- Problem description: All lines in the data that hold the word "Include" need copying.

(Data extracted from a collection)
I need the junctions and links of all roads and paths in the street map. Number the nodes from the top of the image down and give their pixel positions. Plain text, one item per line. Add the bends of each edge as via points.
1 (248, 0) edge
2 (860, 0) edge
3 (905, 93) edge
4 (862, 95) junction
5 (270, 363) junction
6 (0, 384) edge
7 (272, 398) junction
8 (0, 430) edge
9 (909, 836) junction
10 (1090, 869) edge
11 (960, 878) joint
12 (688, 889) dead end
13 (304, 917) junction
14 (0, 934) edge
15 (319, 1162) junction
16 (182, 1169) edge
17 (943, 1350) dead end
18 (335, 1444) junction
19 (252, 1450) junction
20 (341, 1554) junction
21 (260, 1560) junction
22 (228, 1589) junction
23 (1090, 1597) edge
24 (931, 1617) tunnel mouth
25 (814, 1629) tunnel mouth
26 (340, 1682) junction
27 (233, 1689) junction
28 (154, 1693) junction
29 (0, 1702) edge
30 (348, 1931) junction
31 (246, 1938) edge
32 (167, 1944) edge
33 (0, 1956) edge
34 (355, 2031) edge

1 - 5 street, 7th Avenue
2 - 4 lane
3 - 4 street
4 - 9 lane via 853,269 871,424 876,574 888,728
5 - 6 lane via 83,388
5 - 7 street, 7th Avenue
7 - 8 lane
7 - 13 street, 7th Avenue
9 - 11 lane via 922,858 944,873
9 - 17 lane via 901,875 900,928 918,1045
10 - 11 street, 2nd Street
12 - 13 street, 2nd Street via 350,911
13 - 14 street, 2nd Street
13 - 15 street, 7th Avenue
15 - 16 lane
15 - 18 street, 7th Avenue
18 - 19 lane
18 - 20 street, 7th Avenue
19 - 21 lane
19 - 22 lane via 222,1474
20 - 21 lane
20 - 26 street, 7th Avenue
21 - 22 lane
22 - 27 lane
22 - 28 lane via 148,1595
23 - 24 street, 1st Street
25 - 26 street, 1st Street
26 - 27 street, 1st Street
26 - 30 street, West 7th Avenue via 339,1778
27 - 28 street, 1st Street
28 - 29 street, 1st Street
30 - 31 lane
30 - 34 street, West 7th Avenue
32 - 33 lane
---
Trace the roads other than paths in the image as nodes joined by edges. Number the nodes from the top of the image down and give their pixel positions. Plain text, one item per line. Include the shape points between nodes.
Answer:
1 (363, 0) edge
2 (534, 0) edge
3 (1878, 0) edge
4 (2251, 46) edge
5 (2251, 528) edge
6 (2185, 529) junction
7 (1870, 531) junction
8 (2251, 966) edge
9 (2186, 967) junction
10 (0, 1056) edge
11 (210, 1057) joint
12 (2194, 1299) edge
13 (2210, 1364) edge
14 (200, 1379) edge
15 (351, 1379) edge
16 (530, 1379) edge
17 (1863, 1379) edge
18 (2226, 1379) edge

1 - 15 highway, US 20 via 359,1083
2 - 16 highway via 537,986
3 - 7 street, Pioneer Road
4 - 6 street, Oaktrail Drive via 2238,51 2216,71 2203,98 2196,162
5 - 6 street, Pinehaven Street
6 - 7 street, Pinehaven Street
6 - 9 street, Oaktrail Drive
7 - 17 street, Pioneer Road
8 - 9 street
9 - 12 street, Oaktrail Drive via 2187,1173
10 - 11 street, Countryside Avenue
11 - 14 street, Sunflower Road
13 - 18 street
* * *
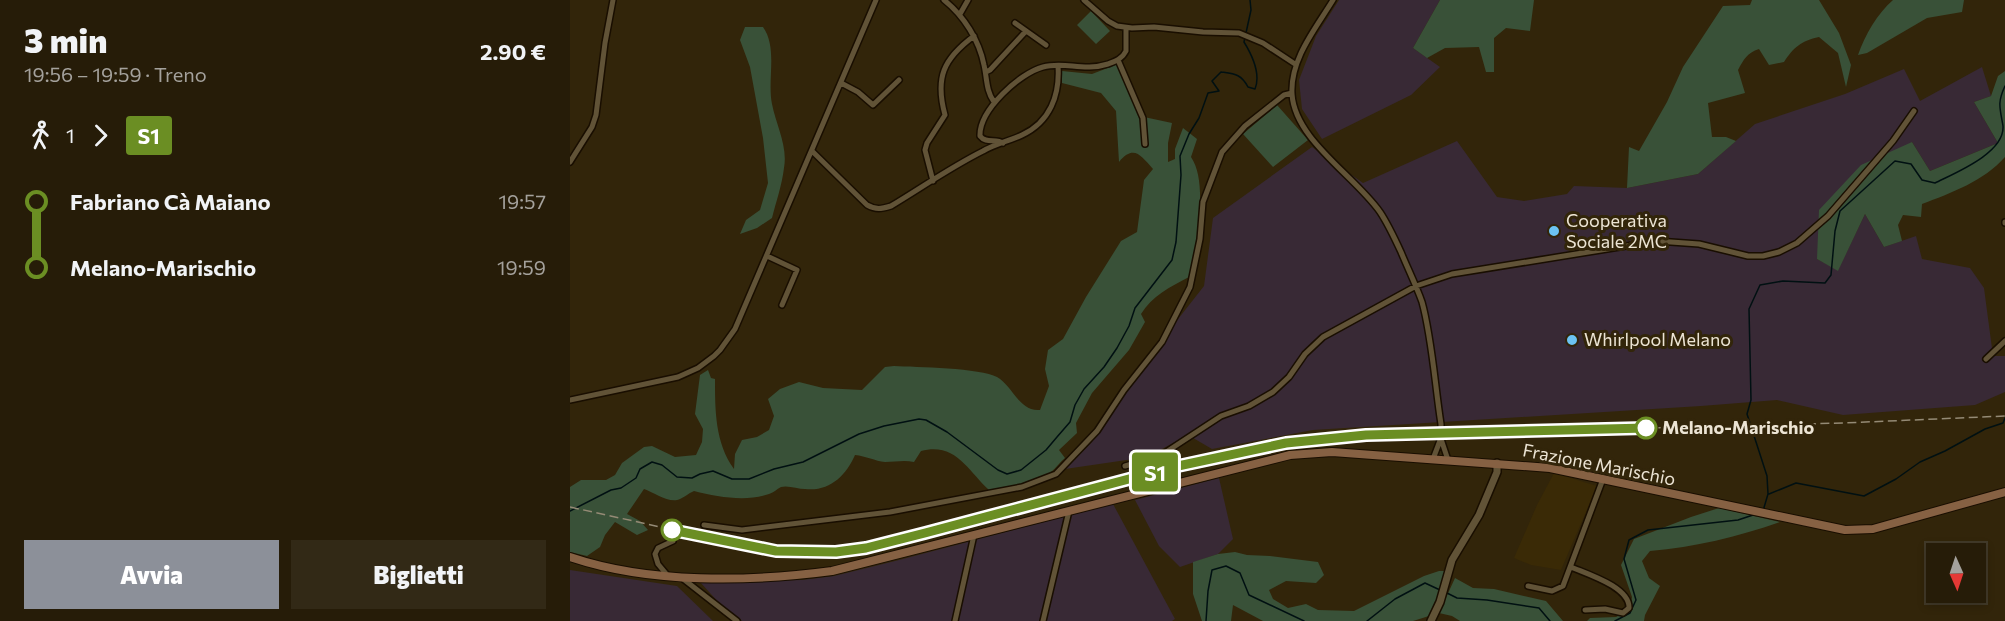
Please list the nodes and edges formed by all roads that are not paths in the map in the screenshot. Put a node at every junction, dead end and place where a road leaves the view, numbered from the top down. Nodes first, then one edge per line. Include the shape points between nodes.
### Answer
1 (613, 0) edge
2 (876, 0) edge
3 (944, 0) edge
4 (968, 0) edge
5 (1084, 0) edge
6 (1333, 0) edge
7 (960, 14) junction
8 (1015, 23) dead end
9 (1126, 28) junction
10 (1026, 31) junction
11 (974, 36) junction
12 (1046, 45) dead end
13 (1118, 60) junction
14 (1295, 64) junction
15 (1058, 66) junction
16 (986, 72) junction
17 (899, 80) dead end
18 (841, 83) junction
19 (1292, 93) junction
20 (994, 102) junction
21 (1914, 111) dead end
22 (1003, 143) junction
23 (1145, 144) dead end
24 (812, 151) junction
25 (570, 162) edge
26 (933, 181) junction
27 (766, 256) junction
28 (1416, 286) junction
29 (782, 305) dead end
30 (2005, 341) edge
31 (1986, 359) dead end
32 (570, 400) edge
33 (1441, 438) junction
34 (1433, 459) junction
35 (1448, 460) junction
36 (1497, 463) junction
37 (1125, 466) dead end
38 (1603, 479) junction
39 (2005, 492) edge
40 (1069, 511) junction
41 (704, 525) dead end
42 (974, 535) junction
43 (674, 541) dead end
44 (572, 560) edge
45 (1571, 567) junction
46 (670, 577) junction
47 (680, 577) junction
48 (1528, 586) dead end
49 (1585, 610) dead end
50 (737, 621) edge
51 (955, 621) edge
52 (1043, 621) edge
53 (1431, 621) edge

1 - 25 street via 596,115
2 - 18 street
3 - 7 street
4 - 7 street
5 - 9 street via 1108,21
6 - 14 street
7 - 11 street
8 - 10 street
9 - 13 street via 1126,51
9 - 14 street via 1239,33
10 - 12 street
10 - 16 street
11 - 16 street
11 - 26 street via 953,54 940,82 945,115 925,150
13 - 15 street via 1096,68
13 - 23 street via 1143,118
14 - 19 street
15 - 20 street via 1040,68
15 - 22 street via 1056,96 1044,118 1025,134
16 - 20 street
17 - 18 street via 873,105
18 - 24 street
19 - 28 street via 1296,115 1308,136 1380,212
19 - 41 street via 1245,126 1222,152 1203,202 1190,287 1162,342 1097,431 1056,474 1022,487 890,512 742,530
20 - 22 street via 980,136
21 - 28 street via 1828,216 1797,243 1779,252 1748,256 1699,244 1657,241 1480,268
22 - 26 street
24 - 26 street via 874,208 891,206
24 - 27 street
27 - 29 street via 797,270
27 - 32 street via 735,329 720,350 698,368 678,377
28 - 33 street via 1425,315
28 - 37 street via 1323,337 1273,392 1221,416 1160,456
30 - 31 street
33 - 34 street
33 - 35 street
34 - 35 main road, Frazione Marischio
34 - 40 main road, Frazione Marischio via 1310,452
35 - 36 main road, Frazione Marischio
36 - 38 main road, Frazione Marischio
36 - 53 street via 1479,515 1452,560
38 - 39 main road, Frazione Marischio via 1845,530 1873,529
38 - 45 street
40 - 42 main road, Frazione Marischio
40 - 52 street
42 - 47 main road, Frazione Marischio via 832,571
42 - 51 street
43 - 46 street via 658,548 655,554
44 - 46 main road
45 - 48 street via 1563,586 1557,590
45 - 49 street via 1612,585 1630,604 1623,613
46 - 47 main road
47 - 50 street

- Solution to this problem:
Trace the roads other than paths in the image as nodes joined by edges. Number the nodes from the top of the image down and give their pixel positions. Plain text, one item per line. Include the shape points between nodes.
Please list the nodes and edges formed by all roads that are not paths in the map in the screenshot. Put a node at every junction, dead end and place where a road leaves the view, numbered from the top down. Nodes first, then one edge per line. Include the shape points between nodes.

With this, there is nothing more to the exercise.